His presence at the 7th Annual Salute to the Troops and tribute to Army Sgt. 1st Class Jared C. Monti was a sobering reminder of the sacrifice of those who serve and the high cost paid by some.
Before he died in battle and received the nation’s highest military honor, Jared Monti attended the same schools and played on the same sports teams as the youngsters seated in the gymnasium listening to his father’s words.
Retired Army Capt. Christopher Leahy was asked why so many ordinary citizens “freely and without hesitation” give up the comforts of home to risk their lives for their country.
Leahy said he joined the military to honor the spirit of the Pilgrims, the authors of the Constitution, for the veterans who served before him, for his family, for white picket fences and apple pie and for fishing at Johnson’s Pond.
“This is my America. Those are my values and that is why I serve,” Leahy said.
A moment of silence was held for Monti, for Marine Cpl. Brian Oliveira, 22, of Raynham, who was killed in Iraq in 2004, and for Daniel MaGuire, the 19-year old cousin of two middle school students who was killed in Iraq in 2008.
Selectmen Chairman Donald McKinnon, a Korean-era veteran, read a letter penned by Monti’s commanding officer after he was killed in Afghanistan on June 21, 2006, trying to rescue his wounded soldiers.
“He was that which makes us salute when we see our nation’s flag and cry when we remember,” Army Capt. Joe Hansen wrote of Monti. “It is men such as this that shrouds us with our freedom at home and provides us our armor in battle. It is men such as this that we pause and sigh in the half light of our lives and wish it were otherwise.”
Veterans from all branches of the military and from World War II to Iraq and Afghanistan were also honored.
Among those recognized were World War II Army veteran Harold Lundberg, 84, and his son Steve Lundberg, 50, a Navy veteran; retired Navy Lt. Commander James Mulvihill, who served on eight battleships between 1947 and 1979; members of the Navy Reserve Unit in Newport, R. I. and soldiers from the 772nd, including Jonathan O’Brien, 23, a 2004 Bridgewater-Raynham graduate.

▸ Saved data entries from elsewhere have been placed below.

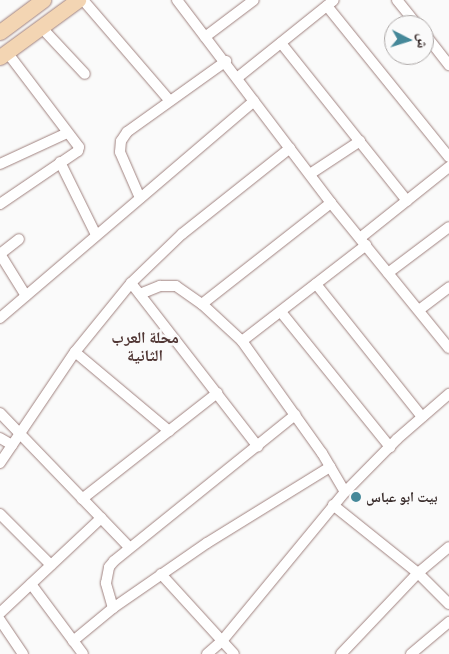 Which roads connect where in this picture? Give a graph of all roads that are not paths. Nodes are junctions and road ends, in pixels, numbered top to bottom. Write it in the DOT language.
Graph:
graph roads {
  1 [pos="43,0"];
  2 [pos="78,0"];
  3 [pos="84,0"];
  4 [pos="177,0"];
  5 [pos="254,0"];
  6 [pos="397,0"];
  7 [pos="331,3"];
  8 [pos="409,15"];
  9 [pos="41,27"];
  10 [pos="0,32"];
  11 [pos="205,37"];
  12 [pos="281,43"];
  13 [pos="434,46"];
  14 [pos="3,54"];
  15 [pos="226,61"];
  16 [pos="449,65"];
  17 [pos="85,74"];
  18 [pos="236,78"];
  19 [pos="170,101"];
  20 [pos="254,101"];
  21 [pos="67,133"];
  22 [pos="360,141"];
  23 [pos="290,148"];
  24 [pos="449,157"];
  25 [pos="60,162"];
  26 [pos="0,164"];
  27 [pos="449,166"];
  28 [pos="310,174"];
  29 [pos="140,198"];
  30 [pos="407,200"];
  31 [pos="331,203"];
  32 [pos="0,204"];
  33 [pos="449,226"];
  34 [pos="96,235"];
  35 [pos="19,239"];
  36 [pos="363,242"];
  37 [pos="0,254"];
  38 [pos="388,273"];
  39 [pos="131,283"];
  40 [pos="316,284"];
  41 [pos="449,287"];
  42 [pos="140,294"];
  43 [pos="26,296"];
  44 [pos="202,304"];
  45 [pos="419,310"];
  46 [pos="281,312"];
  47 [pos="0,318"];
  48 [pos="242,340"];
  49 [pos="449,348"];
  50 [pos="75,352"];
  51 [pos="217,393"];
  52 [pos="449,394"];
  53 [pos="0,413"];
  54 [pos="295,415"];
  55 [pos="422,417"];
  56 [pos="168,431"];
  57 [pos="19,434"];
  58 [pos="0,438"];
  59 [pos="12,445"];
  60 [pos="258,447"];
  61 [pos="390,447"];
  62 [pos="0,463"];
  63 [pos="330,467"];
  64 [pos="345,492"];
  65 [pos="82,499"];
  66 [pos="333,505"];
  67 [pos="0,514"];
  68 [pos="101,518"];
  69 [pos="129,548"];
  70 [pos="449,548"];
  71 [pos="51,565"];
  72 [pos="418,573"];
  73 [pos="161,574"];
  74 [pos="31,584"];
  75 [pos="449,604"];
  76 [pos="114,608"];
  77 [pos="0,613"];
  78 [pos="0,620"];
  79 [pos="449,622"];
  80 [pos="222,640"];
  81 [pos="77,649"];
  82 [pos="23,654"];
  83 [pos="207,654"];
  84 [pos="234,654"];
  85 [pos="341,654"];
  86 [pos="411,654"];
  1 -- 10 [label="street"];
  2 -- 9 [label="street"];
  3 -- 19 [label="street"];
  4 -- 11 [label="street"];
  5 -- 11 [label="street"];
  6 -- 8 [label="street"];
  7 -- 12 [label="street"];
  7 -- 24 [label="street"];
  9 -- 14 [label="street"];
  9 -- 17 [label="street"];
  11 -- 15 [label="street"];
  12 -- 18 [label="street"];
  12 -- 22 [label="street"];
  13 -- 16 [label="street"];
  14 -- 21 [label="street"];
  15 -- 18 [label="street"];
  15 -- 19 [label="street"];
  18 -- 20 [label="street"];
  19 -- 29 [label="street"];
  20 -- 23 [label="street"];
  20 -- 29 [label="street"];
  21 -- 25 [label="street"];
  21 -- 26 [label="street"];
  22 -- 28 [label="street"];
  22 -- 30 [label="street"];
  23 -- 28 [label="street"];
  23 -- 39 [label="street"];
  25 -- 32 [label="street"];
  25 -- 34 [label="street"];
  27 -- 30 [label="street"];
  28 -- 31 [label="street"];
  29 -- 34 [label="street"];
  30 -- 36 [label="street"];
  31 -- 36 [label="street"];
  31 -- 44 [label="street"];
  33 -- 38 [label="street"];
  34 -- 43 [label="street"];
  35 -- 37 [label="street"];
  36 -- 38 [label="street"];
  36 -- 40 [label="street"];
  37 -- 43 [label="street"];
  38 -- 45 [label="street"];
  39 -- 42 [label="street"];
  39 -- 50 [label="street"];
  40 -- 46 [label="street"];
  40 -- 55 [label="street"];
  41 -- 45 [label="street"];
  42 -- 44 [label="street"];
  42 -- 51 [label="street"];
  43 -- 47 [label="street"];
  44 -- 48 [label="street"];
  45 -- 49 [label="street"];
  46 -- 48 [label="street"];
  46 -- 61 [label="street"];
  48 -- 54 [label="street"];
  50 -- 56 [label="street"];
  50 -- 57 [label="street"];
  51 -- 56 [label="street"];
  51 -- 60 [label="street"];
  52 -- 55 [label="street"];
  53 -- 57 [label="street"];
  54 -- 60 [label="street"];
  54 -- 63 [label="street"];
  55 -- 61 [label="street"];
  56 -- 65 [label="street"];
  57 -- 59 [label="street"];
  57 -- 65 [label="street"];
  58 -- 59 [label="street"];
  59 -- 62 [label="street"];
  60 -- 69 [label="street"];
  61 -- 64 [label="street"];
  63 -- 64 [label="street"];
  63 -- 73 [label="street"];
  64 -- 66 [label="street"];
  65 -- 68 [label="street"];
  66 -- 72 [label="street"];
  66 -- 80 [label="street"];
  67 -- 71 [label="street"];
  68 -- 69 [label="street"];
  68 -- 71 [label="street"];
  69 -- 76 [label="street"];
  70 -- 72 [label="street"];
  71 -- 74 [label="street"];
  72 -- 75 [label="street"];
  72 -- 85 [label="street"];
  73 -- 76 [label="street"];
  73 -- 80 [label="street"];
  74 -- 77 [label="street"];
  74 -- 81 [label="street"];
  76 -- 81 [label="street"];
  78 -- 82 [label="street"];
  79 -- 86 [label="street"];
  80 -- 83 [label="street"];
  80 -- 84 [label="street"];
}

After the ceremony, students browsed over a display of photographs of Jared Monti as a young boy. He’s shown grinning in his baseball uniform, at his grandmother’s house for Christmas dinner and with his mother at his junior high school graduation.
There was also a picture of Monti as a 30-year old soldier taken in the year he died.
The students remembered Paul Monti’s message to them. “I don’t ask you to join the service. I don’t ask you to be a hero,” he had said. “Just do the right thing.”
“I thought it was very powerful and nice,” 13-year-old Frances Aikeins said. “I liked it when he said we should always do the right thing,”
The Salute to the Troops started in 2003 when school custodian Keith Ledin was deployed with the Air Force National Guard following the Sept. 11 terrorist attacks.
Last year, students celebrated the day with the safe return from Afghanistan of teacher Eric Cedrone.